Whether or not Google’s legal woes ultimately hurt the company’s long-term profitability or stock price remains to be seen.

"The AdMob episode highlights the fact that Google may be entering a difficult phase with respect to its attempts to expand into adjacent businesses," said Tim Boyd, senior Internet analyst at MKM partners, in a note to investors. "Mobile advertising is of particular importance to Google’s longer-term growth strategy. The loss of AdMob would serve as a significant setback."

Boyd held his rating on Google at "neutral" because "increased antitrust risk could remain a significant sentiment overhang."

Any risk that Google may face more antitrust issues could cause a big wrinkle in the company’s growth prospects, according to Richard Fetyko, analyst at Merriman Curhan Ford.

Google already dominates the search market, and Fetyko says there are only a couple real growth opportunities: Mobile is one, and display ads are another. Google is still a relatively small player in both those markets, but strong growth in either space could raise regulators’ eyebrows, he said.

Still, others think that this latest slurry of legal trouble is not much to worry about, especially because Apple may have inadvertently helped Google’s cause. Last Thursday, a day after the news came out about the FTC’s antitrust concerns, Apple (AAPL, Fortune 500) introduced its new mobile advertising business, called "iAd," which will compete directly with AdMob faxless pay day loans.

That changed most analysts’ sentiment about the FTC’s chances against Google.

"Though AdMob is the mobile ad leader, it is only generating $100 million of revenue a year in a market that takes in $30 billion in the United States alone," said Trip Chowdry, analyst at Global Equities Research. "The fact that Apple came up with its own ad platform shows the space is evolving. It will be difficult for the FTC to block the deal."

As for the two lawsuits and the privacy concerns, most analysts just shrugged their shoulders.

"I think there’s merit to comparisons with Microsoft (MSFT, Fortune 500)," said Frank. "There’s a sense that the incumbent is always the biggest target. But none of this has the nature of a fatal setback."

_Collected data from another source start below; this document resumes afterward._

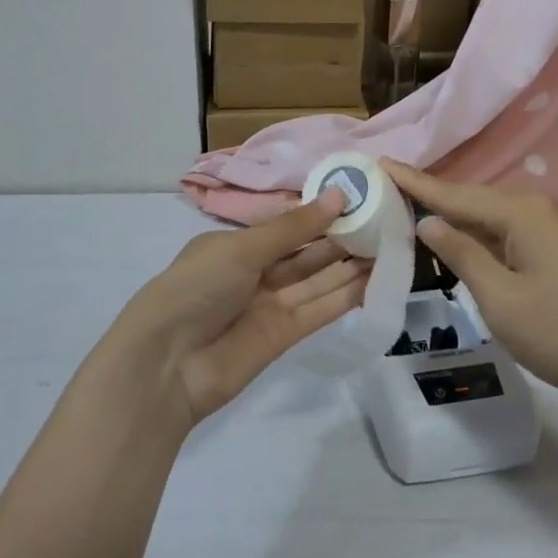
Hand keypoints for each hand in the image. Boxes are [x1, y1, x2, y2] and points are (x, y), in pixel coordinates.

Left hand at [104, 193, 369, 430]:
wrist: (167, 363)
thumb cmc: (197, 287)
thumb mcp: (242, 248)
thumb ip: (294, 227)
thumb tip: (339, 194)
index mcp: (237, 245)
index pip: (287, 226)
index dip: (320, 213)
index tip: (359, 198)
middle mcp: (255, 272)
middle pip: (306, 252)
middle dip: (341, 238)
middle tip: (385, 221)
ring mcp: (271, 305)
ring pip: (317, 280)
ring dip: (350, 265)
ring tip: (390, 245)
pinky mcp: (285, 335)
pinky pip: (319, 309)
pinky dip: (346, 296)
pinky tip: (375, 279)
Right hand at [382, 161, 557, 412]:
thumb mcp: (500, 298)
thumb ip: (461, 254)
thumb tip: (428, 222)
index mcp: (521, 212)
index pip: (453, 193)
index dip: (414, 182)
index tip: (379, 162)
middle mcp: (538, 207)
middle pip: (472, 199)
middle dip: (431, 197)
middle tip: (387, 191)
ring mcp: (554, 227)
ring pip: (491, 216)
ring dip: (455, 218)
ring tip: (412, 212)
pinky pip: (509, 231)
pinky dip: (480, 235)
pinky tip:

"It’s irrelevant; this is just the cost of doing business," said Chowdry. "I expect solid numbers from Google in the future. Investors should only think about Google’s innovations."

Google is set to report its first-quarter financial results on Thursday after the bell, and profit and sales are both expected to soar. The consensus estimate of analysts surveyed by Thomson Reuters is for earnings per share of $6.58 on revenue of $4.9 billion, up 21% from year-ago levels.

Shares of Google (GOOG, Fortune 500) rose $1.33 to $588.10 Wednesday. Google’s stock has failed to keep pace with the tech-heavy Nasdaq Composite this year. While the Nasdaq has risen 9.5%, Google has fallen 5.6%.

Investors initially sold off the company’s stock during its standoff with China in January, as many viewed the announcement as turning Google’s back on 700 million Internet users. When it became clear that Google was not leaving behind China’s mobile market, Google’s shares gained back some lost momentum.